--- Data for processing Enclosed Below ---
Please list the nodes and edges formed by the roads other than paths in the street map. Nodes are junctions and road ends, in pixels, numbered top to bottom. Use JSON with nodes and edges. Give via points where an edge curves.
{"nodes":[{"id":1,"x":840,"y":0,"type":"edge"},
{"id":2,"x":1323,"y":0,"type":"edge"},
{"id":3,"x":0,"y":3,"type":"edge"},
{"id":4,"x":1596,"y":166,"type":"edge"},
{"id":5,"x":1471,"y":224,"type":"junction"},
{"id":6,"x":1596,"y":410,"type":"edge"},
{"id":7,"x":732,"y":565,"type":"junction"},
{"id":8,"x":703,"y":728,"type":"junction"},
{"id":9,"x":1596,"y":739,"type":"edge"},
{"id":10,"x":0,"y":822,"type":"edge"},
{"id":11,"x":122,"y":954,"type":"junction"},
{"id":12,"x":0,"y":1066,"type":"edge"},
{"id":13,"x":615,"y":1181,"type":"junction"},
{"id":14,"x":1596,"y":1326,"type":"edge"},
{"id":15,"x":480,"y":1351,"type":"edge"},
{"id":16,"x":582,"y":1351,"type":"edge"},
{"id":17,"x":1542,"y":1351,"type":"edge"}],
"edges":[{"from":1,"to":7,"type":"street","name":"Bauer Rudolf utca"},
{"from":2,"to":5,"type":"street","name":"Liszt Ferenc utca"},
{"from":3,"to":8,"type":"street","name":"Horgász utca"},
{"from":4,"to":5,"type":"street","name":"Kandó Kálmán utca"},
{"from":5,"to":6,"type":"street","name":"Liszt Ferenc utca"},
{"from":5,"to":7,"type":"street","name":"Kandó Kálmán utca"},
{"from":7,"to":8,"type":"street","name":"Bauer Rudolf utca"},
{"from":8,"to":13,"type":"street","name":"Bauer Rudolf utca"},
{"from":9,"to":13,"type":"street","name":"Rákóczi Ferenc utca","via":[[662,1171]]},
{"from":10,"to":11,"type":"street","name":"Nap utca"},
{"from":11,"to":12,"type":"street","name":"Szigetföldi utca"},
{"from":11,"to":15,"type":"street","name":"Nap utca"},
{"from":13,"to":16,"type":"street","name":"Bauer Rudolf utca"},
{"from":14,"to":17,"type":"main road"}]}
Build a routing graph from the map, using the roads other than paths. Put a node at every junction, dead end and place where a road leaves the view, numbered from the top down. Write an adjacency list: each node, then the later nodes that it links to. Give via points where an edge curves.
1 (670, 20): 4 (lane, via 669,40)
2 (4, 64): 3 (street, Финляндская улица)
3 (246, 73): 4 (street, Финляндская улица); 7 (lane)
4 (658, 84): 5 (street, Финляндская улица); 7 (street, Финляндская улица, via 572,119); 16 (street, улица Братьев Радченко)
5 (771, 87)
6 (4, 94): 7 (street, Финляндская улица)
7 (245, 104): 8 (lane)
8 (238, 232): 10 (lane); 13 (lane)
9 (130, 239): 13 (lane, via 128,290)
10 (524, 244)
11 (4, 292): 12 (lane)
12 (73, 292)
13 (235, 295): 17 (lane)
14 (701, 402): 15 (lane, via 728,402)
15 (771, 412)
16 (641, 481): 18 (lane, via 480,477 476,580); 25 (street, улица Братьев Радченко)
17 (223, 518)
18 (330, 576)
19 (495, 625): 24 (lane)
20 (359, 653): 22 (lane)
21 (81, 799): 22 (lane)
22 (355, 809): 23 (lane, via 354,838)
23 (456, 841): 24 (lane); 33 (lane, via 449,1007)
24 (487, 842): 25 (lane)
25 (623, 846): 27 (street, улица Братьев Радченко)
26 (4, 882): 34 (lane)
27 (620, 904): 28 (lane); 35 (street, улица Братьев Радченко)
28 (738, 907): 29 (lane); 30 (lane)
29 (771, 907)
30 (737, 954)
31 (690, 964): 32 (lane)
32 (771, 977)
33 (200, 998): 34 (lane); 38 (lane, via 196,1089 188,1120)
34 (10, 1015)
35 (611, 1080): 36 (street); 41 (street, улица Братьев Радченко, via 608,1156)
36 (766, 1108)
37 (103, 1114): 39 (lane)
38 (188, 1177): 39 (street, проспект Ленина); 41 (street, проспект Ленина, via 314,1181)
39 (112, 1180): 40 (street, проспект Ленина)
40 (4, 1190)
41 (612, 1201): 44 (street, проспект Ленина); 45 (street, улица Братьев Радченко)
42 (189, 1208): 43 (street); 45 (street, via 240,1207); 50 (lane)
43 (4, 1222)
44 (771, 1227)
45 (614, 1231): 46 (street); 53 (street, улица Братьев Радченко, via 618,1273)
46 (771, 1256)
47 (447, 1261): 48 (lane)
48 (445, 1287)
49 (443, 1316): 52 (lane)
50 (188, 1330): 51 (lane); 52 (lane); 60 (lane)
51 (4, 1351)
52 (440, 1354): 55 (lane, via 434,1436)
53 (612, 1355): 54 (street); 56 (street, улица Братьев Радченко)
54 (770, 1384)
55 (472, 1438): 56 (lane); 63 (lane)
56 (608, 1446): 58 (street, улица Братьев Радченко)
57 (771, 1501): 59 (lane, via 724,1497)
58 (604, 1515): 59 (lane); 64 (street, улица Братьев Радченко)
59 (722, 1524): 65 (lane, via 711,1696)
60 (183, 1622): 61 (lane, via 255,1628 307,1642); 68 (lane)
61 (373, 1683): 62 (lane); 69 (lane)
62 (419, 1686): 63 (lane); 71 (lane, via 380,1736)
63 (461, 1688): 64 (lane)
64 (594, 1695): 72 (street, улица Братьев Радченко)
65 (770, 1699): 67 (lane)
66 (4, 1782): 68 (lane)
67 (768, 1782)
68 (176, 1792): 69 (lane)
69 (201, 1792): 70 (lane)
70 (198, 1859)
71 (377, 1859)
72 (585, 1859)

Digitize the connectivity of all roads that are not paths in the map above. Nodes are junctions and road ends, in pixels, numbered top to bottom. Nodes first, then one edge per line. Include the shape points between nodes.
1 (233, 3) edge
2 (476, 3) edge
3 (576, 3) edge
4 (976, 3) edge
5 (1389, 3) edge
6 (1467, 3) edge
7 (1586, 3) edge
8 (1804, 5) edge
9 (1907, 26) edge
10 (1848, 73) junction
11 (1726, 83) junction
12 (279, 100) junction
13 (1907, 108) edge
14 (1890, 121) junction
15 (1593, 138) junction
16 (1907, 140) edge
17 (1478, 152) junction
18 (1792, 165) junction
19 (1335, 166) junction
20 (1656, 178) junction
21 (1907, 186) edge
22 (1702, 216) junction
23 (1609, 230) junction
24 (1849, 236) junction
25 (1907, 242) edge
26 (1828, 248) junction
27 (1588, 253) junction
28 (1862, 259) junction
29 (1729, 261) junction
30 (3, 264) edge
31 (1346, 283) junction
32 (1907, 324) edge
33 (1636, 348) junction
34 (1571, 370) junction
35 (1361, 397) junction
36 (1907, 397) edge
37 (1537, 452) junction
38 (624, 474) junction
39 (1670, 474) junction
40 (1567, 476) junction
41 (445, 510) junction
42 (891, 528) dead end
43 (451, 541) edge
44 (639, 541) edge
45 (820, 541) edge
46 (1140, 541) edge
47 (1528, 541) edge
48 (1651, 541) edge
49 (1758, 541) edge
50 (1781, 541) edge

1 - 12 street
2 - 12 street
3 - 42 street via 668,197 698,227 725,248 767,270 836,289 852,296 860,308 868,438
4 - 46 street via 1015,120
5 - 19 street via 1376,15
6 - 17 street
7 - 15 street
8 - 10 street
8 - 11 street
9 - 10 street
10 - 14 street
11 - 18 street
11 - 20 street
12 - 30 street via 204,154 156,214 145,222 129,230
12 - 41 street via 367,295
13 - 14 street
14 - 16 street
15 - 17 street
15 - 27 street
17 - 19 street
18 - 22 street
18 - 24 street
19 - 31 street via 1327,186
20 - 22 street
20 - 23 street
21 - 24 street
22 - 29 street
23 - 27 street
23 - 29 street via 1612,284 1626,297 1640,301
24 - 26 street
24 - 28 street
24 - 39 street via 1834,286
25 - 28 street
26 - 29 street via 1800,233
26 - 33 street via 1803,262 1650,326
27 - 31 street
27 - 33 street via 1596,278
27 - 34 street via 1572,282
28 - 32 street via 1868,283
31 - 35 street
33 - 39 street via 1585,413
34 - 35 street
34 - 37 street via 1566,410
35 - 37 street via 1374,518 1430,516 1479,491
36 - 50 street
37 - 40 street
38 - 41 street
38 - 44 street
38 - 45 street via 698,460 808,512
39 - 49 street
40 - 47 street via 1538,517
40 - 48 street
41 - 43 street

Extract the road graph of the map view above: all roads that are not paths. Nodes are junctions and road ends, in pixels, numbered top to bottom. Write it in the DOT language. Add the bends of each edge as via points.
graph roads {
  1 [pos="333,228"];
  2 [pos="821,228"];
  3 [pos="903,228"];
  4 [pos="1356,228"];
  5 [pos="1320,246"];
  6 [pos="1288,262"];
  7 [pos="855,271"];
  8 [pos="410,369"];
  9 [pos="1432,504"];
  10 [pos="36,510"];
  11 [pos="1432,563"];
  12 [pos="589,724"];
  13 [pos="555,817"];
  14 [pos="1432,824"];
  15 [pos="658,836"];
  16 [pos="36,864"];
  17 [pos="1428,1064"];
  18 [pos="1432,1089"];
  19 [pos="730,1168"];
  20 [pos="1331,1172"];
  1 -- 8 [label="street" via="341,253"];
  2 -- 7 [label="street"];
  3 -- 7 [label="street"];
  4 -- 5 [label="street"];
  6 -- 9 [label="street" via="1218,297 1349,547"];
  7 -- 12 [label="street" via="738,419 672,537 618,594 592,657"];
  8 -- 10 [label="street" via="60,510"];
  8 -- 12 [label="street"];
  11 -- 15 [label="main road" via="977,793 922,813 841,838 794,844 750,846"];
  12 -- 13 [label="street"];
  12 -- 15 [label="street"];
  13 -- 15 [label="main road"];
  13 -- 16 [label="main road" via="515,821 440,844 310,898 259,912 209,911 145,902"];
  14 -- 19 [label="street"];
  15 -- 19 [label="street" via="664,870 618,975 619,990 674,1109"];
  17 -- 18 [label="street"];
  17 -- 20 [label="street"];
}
--- End of Enclosed Data for processing ---
§ Exercise instructions:
The answer must consist of each line from the entries that contains the string "than".

§ Answer area:
Please list the nodes and edges formed by the roads other than paths in the street map. Nodes are junctions and road ends, in pixels, numbered top to bottom. Use JSON with nodes and edges. Give via points where an edge curves.
Build a routing graph from the map, using the roads other than paths. Put a node at every junction, dead end and place where a road leaves the view, numbered from the top down. Write an adjacency list: each node, then the later nodes that it links to. Give via points where an edge curves.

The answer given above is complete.